A Desumanização do Humanismo * Pedro César Batista/DF

A desumanização do Humanismo



Pedro César Batista/DF

Durante a transição do feudalismo para o capitalismo, o surgimento da burguesia iniciou uma nova etapa de transformações na história da humanidade, que resultaria séculos depois em grandes revoluções. A igreja perdeu força. Erasmo de Roterdã, mesmo sendo um religioso, contribuiu para que novos valores se disseminassem. A racionalidade e a ciência, a partir da teoria heliocêntrica, descoberta por Galileu Galilei, a invenção da bússola, as grandes navegações, o surgimento das pequenas indústrias e do comércio animaram o que se denominou humanismo.
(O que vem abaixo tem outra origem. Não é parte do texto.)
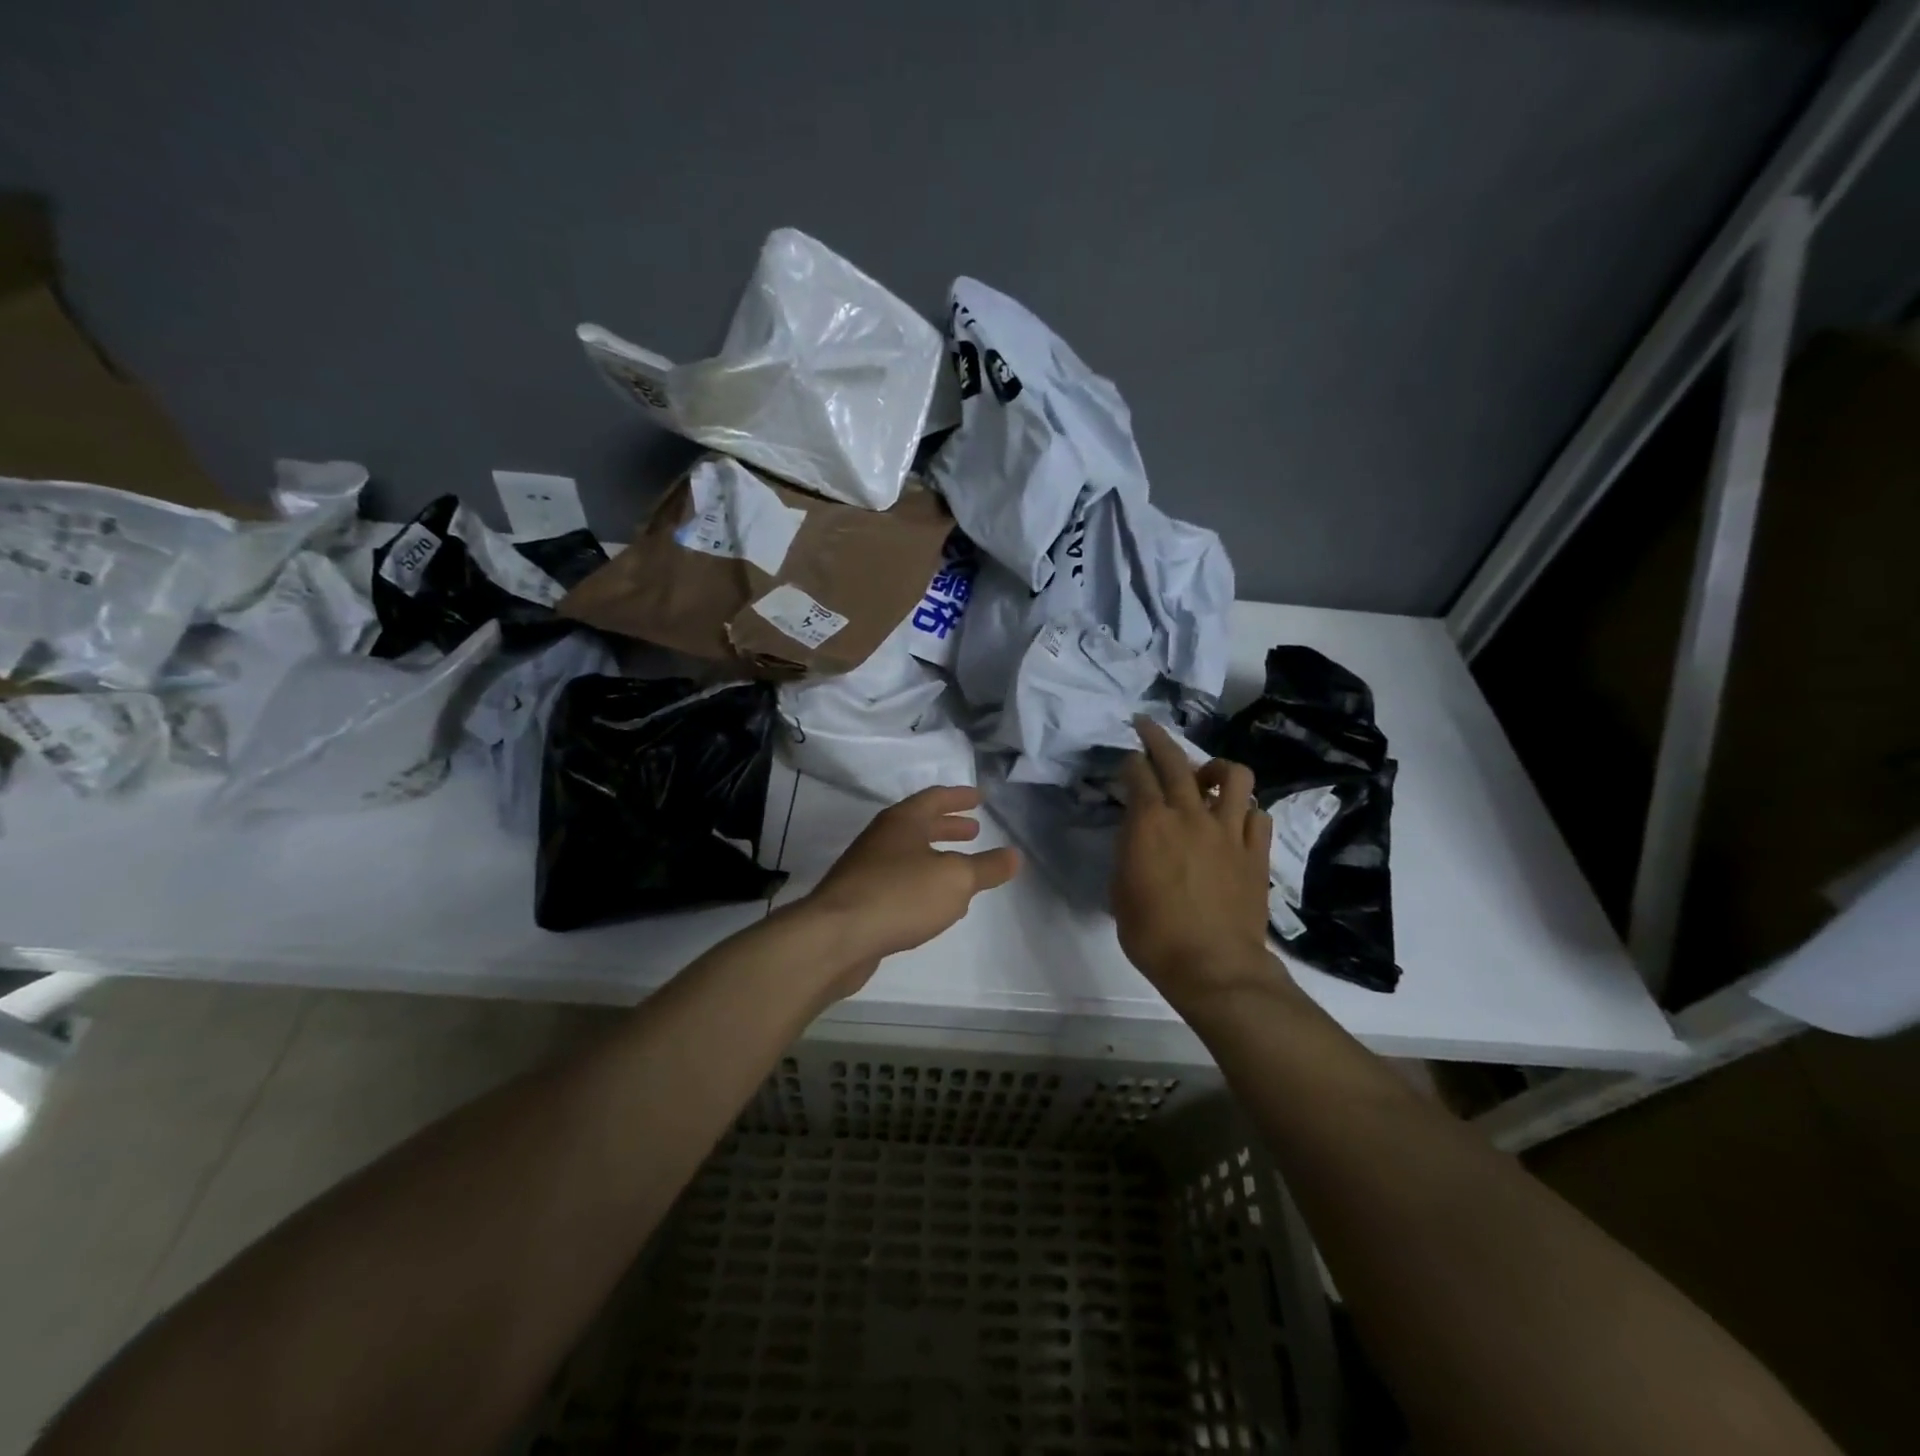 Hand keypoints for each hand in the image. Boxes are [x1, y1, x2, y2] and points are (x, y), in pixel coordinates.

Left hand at [796, 785, 1018, 997]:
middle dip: (947, 826)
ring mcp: (866, 868)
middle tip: (973, 830)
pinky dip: (921, 883)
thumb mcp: (956, 879)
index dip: (959, 797)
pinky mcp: (859, 899)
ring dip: (935, 856)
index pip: (934, 798)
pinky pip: (898, 882)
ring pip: (908, 854)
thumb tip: (1015, 855)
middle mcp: (882, 838)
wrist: (836, 937)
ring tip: (960, 867)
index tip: (979, 797)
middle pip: (919, 825)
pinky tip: (934, 904)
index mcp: (903, 822)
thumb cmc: (900, 896)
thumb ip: (987, 867)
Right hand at [1112, 717, 1293, 1006]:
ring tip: (1207, 777)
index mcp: (1149, 823)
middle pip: (1176, 760)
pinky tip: (1234, 820)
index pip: (1138, 773)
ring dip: (1216, 768)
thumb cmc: (1153, 934)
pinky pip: (1256, 814)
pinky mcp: (1255, 850)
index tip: (1125, 760)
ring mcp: (1228, 830)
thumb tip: (1137, 838)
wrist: (1212, 966)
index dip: (1129, 761)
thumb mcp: (1120, 891)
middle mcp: (1190, 814)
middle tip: (1147, 726)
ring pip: (1233, 776)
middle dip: (1158, 737)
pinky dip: (1244, 810)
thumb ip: (1128, 853)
O século XVII, distante um pouco mais de três séculos de nosso tempo, ficou conhecido como o século das luzes. As artes, a invenção da gráfica, a publicação e circulação de textos que davam grande importância a dignidade, as capacidades humanas e a racionalidade. A ciência apresentava a a espécie humana a possibilidade de ser o centro do mundo.
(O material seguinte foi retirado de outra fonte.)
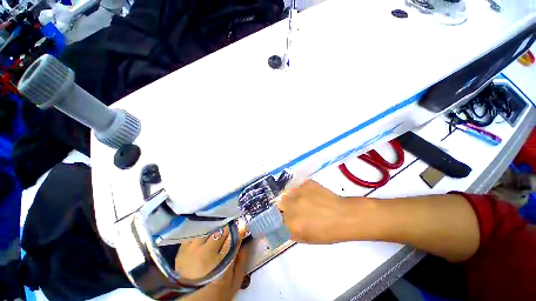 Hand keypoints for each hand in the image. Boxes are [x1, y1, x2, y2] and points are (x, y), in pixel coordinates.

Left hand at [175, 227, 248, 300]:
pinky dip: (204, 230)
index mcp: (220, 262)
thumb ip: (242, 262)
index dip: (239, 228)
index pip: (233, 238)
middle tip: (232, 224)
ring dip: (216, 227)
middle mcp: (205, 254)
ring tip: (220, 227)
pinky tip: (207, 232)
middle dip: (229, 226)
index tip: (242, 223)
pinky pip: (196, 232)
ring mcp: (192, 250)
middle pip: (221, 231)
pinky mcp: (182, 249)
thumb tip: (246, 242)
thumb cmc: (216, 292)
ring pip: (209, 229)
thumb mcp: (234, 282)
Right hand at [278, 180, 368, 243]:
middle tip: (294, 209)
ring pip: (287, 194)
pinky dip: (300, 191)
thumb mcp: (306, 238)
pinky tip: (310, 195)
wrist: (344, 215)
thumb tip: (283, 223)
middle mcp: (291, 206)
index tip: (284, 218)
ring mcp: (298, 192)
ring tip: (302, 201)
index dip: (280, 218)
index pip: (276, 218)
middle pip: (280, 204)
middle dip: (284, 207)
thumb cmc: (327, 232)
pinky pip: (297, 187)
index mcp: (291, 223)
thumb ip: (290, 231)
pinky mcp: (305, 183)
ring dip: (291, 198) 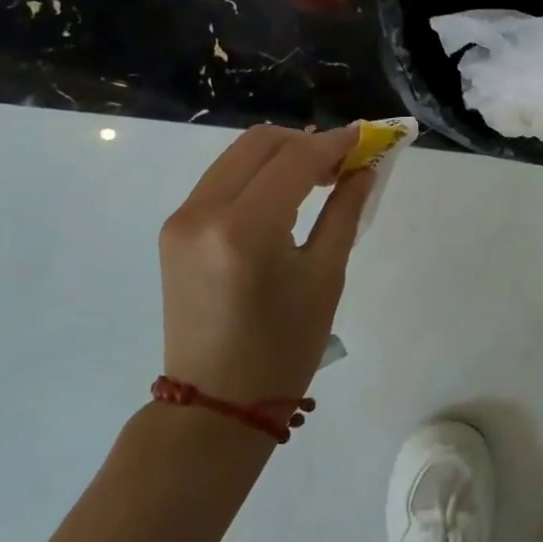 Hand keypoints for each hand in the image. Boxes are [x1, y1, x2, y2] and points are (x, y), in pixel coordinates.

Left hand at [158, 124, 374, 403]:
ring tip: (318, 178)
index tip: (368, 138)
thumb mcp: (325, 276)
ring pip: (238, 156)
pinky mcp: (174, 229)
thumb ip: (345, 211)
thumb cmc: (283, 347)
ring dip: (281, 155)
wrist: (215, 403)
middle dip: (307, 142)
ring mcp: (182, 218)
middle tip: (343, 163)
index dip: (336, 143)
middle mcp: (203, 211)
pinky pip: (221, 179)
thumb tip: (364, 168)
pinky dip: (256, 174)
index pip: (295, 158)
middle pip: (260, 143)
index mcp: (245, 228)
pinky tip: (283, 195)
Rousseau em artigo A origem das desigualdades entre os homens, escrito em 1753, afirmou que a principal base de sustentação das injustiças sociais era existência da propriedade privada e a necessidade individual de um superar o outro, numa busca constante de poder e riquezas para subjugar os seus semelhantes.
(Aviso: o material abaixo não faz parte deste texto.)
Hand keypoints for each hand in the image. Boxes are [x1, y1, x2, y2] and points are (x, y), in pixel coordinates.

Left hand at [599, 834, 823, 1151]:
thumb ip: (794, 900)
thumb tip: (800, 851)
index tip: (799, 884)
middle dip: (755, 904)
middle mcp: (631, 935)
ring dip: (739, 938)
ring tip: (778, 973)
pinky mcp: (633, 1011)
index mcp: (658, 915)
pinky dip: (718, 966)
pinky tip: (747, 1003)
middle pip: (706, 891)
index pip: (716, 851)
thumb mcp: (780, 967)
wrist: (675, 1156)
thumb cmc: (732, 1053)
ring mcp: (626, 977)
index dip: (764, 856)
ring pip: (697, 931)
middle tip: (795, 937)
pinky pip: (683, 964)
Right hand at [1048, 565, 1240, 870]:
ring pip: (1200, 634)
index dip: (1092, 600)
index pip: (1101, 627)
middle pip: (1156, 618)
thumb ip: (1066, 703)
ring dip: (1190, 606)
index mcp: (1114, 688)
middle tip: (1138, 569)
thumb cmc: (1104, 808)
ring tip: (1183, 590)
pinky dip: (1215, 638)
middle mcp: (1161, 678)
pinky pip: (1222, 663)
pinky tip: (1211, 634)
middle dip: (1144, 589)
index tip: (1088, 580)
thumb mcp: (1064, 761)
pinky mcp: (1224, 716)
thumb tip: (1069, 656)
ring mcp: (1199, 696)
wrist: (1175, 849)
As colonizações europeias, a partir do século XVI, aprofundaram a perversidade dos negociantes que formaram a nova classe dominante. Invadiram continentes, mataram milhões de pessoas que constituíam os povos originários, sequestraram e escravizaram nações inteiras, destruindo culturas, histórias e vidas. A Europa se transformou em brilho, beleza e luxo as custas da dor, do sangue e do extermínio sem piedade de milhões e milhões na África, América, Oceania e Ásia. Quem não se sujeitasse a ser escravo, como um bom cristão, fiel a igreja que abria as alas para os crimes e o roubo do colonizador era empalado, queimado vivo em fogueiras e tinha a alma mandada para o inferno, propagavam os colonizadores.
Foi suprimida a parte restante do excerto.